Both President Donald Trump and Chinese President Xi Jinping are scheduled to meet on Friday to discuss the terms of the framework. In a post on Truth Social, Trump also hinted at the breakthrough, saying a deal was reached “on a ‘certain’ company that young people in our Country very much wanted to save.”

Bessent suggested that the framework could eventually pivot TikTok toward U.S.-controlled ownership, though specific details have not yet been released. TikTok itself has not commented on the deal.

From the Chinese side, Li Chenggang, Beijing’s lead trade negotiator, confirmed the existence of the framework but cautioned Washington against “continuing to suppress Chinese companies,” according to Reuters. His remarks came amid heightened U.S.-China trade tensions, worsened by Trump’s new tariffs and broader restrictions on Chinese firms.

At the same time, TikTok’s parent company, ByteDance, faces a looming September 17 deadline to divest TikTok’s U.S. operations or risk a nationwide shutdown. U.S. Trade Representative Jamieson Greer said Monday that while the deadline could be extended slightly to finalize the deal, “there won’t be ongoing extensions.”

The standoff has already seen Google and Apple blocked from distributing TikTok in the U.S. under its designation as a “foreign adversary-controlled application.” Trump postponed the full shutdown in January, issuing an executive order that gave ByteDance an additional 75 days to secure a deal. He later signed two more extensions in April and June, keeping TikTok alive as talks continued.

Commerce Secretary Howard Lutnick in July warned that TikTok would “shutter for Americans” if Beijing does not grant Washington greater autonomy over the platform. Trump himself told Fox News in June that he had assembled a group of “very wealthy people” prepared to buy the app, though their identities were never revealed.
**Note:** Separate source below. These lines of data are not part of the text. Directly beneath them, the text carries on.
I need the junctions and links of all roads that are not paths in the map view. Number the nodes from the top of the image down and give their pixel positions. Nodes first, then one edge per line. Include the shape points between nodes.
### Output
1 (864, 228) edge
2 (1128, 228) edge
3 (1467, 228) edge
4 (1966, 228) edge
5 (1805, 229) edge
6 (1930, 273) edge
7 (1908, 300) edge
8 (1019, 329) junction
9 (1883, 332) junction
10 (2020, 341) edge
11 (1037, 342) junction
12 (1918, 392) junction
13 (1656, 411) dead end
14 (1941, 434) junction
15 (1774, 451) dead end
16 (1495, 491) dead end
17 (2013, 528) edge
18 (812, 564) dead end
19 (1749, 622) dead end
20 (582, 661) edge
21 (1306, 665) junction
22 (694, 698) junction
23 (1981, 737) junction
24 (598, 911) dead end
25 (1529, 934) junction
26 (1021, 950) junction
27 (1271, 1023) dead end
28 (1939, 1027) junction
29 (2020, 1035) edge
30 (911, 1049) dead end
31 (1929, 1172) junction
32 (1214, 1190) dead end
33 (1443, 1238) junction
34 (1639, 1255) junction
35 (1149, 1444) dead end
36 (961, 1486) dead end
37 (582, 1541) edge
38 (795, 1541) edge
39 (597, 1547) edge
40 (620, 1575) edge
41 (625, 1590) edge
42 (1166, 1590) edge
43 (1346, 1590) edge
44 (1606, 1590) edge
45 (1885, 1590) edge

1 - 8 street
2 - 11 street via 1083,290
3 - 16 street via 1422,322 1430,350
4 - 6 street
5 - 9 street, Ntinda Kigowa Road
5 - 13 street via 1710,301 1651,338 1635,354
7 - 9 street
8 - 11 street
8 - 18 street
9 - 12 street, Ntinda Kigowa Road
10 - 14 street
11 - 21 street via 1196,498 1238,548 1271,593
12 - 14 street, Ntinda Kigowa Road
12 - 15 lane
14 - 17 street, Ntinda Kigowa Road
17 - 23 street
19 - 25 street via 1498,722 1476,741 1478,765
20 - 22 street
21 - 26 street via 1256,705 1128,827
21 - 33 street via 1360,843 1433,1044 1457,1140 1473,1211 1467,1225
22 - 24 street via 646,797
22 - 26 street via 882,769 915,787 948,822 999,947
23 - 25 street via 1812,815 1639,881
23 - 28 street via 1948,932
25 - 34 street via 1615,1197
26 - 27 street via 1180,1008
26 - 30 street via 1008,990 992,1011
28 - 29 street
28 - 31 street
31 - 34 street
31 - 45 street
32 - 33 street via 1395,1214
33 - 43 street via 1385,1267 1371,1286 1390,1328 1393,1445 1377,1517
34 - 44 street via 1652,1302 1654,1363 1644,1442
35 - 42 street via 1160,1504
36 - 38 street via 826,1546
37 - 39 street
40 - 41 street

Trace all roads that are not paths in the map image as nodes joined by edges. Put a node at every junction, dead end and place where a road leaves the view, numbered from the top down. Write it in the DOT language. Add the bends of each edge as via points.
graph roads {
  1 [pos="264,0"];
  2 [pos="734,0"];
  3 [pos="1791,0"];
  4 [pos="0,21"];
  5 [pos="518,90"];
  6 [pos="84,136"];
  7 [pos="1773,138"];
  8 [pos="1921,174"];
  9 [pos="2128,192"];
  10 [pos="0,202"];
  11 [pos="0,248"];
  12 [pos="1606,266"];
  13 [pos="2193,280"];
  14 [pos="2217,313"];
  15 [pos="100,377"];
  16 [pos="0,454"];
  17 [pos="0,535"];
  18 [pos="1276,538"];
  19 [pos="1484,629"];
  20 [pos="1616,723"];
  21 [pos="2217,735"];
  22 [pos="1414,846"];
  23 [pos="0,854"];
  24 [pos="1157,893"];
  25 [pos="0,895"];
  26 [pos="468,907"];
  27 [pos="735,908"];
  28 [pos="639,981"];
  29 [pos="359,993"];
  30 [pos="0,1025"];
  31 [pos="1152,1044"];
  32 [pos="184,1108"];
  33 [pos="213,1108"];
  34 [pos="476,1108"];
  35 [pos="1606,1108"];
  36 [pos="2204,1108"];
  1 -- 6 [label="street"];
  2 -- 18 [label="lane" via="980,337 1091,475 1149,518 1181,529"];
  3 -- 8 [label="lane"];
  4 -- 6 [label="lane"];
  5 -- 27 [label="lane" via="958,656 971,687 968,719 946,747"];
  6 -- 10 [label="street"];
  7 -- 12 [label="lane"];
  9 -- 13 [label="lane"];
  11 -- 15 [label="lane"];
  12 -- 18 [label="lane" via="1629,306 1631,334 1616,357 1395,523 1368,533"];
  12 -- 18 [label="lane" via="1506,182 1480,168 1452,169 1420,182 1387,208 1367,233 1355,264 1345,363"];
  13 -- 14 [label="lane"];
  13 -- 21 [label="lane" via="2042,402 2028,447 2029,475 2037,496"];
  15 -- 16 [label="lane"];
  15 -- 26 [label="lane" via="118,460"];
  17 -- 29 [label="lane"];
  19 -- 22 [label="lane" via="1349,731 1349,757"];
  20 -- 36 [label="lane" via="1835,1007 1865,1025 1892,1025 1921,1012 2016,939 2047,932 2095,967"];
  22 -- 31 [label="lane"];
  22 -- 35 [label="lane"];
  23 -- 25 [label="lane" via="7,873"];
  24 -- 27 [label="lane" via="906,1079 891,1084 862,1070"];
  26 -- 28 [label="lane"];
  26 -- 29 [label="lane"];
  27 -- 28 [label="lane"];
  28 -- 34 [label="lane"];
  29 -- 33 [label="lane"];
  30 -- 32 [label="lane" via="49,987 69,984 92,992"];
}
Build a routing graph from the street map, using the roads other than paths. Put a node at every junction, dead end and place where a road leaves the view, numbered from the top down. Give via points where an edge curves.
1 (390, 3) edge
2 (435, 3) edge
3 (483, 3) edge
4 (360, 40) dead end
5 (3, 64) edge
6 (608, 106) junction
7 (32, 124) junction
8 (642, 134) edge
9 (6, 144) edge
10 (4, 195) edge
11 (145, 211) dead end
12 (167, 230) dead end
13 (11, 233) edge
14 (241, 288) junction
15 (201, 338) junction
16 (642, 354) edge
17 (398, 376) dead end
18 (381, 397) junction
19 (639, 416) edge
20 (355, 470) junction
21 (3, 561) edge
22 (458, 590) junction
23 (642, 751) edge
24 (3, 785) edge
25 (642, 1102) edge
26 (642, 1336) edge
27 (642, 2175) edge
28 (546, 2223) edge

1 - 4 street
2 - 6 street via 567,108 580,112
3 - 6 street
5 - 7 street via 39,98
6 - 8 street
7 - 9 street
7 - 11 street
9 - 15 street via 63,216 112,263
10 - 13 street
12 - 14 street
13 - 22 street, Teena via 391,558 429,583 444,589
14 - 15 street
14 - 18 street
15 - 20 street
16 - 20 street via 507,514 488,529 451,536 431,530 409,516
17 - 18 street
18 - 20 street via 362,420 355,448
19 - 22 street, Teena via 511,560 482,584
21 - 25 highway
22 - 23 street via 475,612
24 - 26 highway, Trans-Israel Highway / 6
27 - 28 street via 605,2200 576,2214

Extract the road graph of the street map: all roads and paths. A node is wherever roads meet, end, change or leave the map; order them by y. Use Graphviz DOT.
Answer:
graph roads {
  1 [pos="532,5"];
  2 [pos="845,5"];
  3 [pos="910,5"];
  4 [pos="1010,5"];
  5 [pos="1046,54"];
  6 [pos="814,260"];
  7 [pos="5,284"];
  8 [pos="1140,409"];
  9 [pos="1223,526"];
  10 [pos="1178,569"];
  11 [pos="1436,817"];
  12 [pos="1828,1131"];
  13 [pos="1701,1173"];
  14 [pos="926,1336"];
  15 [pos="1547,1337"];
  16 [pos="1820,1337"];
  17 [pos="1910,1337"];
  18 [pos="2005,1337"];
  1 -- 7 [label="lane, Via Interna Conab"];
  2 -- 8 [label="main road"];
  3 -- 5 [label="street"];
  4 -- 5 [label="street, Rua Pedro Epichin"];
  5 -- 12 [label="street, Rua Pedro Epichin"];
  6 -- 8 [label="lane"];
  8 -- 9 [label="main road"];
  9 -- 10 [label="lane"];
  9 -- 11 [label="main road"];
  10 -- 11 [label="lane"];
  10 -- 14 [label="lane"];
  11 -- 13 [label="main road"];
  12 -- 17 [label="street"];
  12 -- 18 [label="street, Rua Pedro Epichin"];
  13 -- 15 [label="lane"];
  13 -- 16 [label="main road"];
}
Potential suitors have ranged from Oracle chairman Larry Ellison to Tesla CEO Elon Musk, while others like artificial intelligence startup Perplexity and businessman Frank McCourt’s Project Liberty internet advocacy group have formally submitted bids, according to CNBC.

Even as Trump maintains that TikTok poses a national security threat, the White House itself opened an official TikTok account in August, underscoring the app’s grip on young voters ahead of the 2026 elections.

This is not the first time Washington has pushed TikTok to the brink of a ban. The saga mirrors the Trump administration’s earlier attempts to force a U.S. buyout in 2020, when Microsoft, Walmart, and Oracle all vied for control of TikTok’s American business. At that time, Trump cited national security concerns over user data potentially flowing to Beijing, echoing the same arguments heard today. Although Oracle was briefly announced as TikTok’s “trusted technology partner,” the deal never gained full approval, and legal challenges stalled enforcement of a ban.

Outside the U.S., India was another country that moved to ban the use of Chinese apps under national security grounds. In June 2020, New Delhi banned TikTok outright alongside dozens of other Chinese apps over security and data concerns. But unlike the U.S., which has opted for drawn-out negotiations and potential ownership transfers, India took a unilateral approach that reshaped its digital ecosystem overnight.

The difference now is that the Trump administration has been willing to repeatedly extend deadlines and keep negotiations alive, highlighting both the app’s massive popularity in the U.S. and its bargaining power in U.S.-China trade talks. The upcoming Trump-Xi meeting will determine whether this framework leads to a permanent resolution or becomes another chapter in a long series of extensions.